Below are some entries. Copy each line that holds the string "from".

——

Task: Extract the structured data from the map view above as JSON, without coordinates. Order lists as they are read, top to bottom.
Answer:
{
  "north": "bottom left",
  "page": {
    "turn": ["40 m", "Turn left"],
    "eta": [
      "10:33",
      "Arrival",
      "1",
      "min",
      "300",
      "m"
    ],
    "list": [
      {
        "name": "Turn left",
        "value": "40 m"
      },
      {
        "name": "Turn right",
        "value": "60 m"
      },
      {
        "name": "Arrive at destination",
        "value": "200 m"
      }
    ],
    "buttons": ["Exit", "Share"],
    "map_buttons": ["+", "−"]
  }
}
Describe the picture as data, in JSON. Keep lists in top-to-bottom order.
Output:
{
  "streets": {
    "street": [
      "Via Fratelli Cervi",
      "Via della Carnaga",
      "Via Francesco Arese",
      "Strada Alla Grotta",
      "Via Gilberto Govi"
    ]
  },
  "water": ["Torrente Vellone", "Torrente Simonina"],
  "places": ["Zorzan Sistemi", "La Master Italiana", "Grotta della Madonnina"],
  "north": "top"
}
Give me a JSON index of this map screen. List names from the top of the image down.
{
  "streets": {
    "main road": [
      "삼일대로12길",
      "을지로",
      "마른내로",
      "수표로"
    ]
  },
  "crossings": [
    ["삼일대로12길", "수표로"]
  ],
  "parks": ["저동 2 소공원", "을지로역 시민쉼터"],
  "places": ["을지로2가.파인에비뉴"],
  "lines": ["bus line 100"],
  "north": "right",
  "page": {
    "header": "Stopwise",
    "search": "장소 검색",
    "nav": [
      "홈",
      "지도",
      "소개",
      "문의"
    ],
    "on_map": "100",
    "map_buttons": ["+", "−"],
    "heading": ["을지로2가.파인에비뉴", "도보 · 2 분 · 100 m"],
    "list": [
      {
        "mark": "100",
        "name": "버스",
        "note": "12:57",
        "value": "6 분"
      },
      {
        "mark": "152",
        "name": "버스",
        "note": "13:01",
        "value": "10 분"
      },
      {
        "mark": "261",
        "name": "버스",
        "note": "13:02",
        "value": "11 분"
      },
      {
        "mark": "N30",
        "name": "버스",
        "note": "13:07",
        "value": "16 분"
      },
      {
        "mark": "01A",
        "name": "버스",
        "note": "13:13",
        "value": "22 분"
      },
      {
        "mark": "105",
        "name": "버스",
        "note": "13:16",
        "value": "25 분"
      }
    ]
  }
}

——

◆ Solution to this exercise:
Task: Extract the structured data from the map view above as JSON, without coordinates. Order lists as they are read, top to bottom.
Give me a JSON index of this map screen. List names from the top of the image down.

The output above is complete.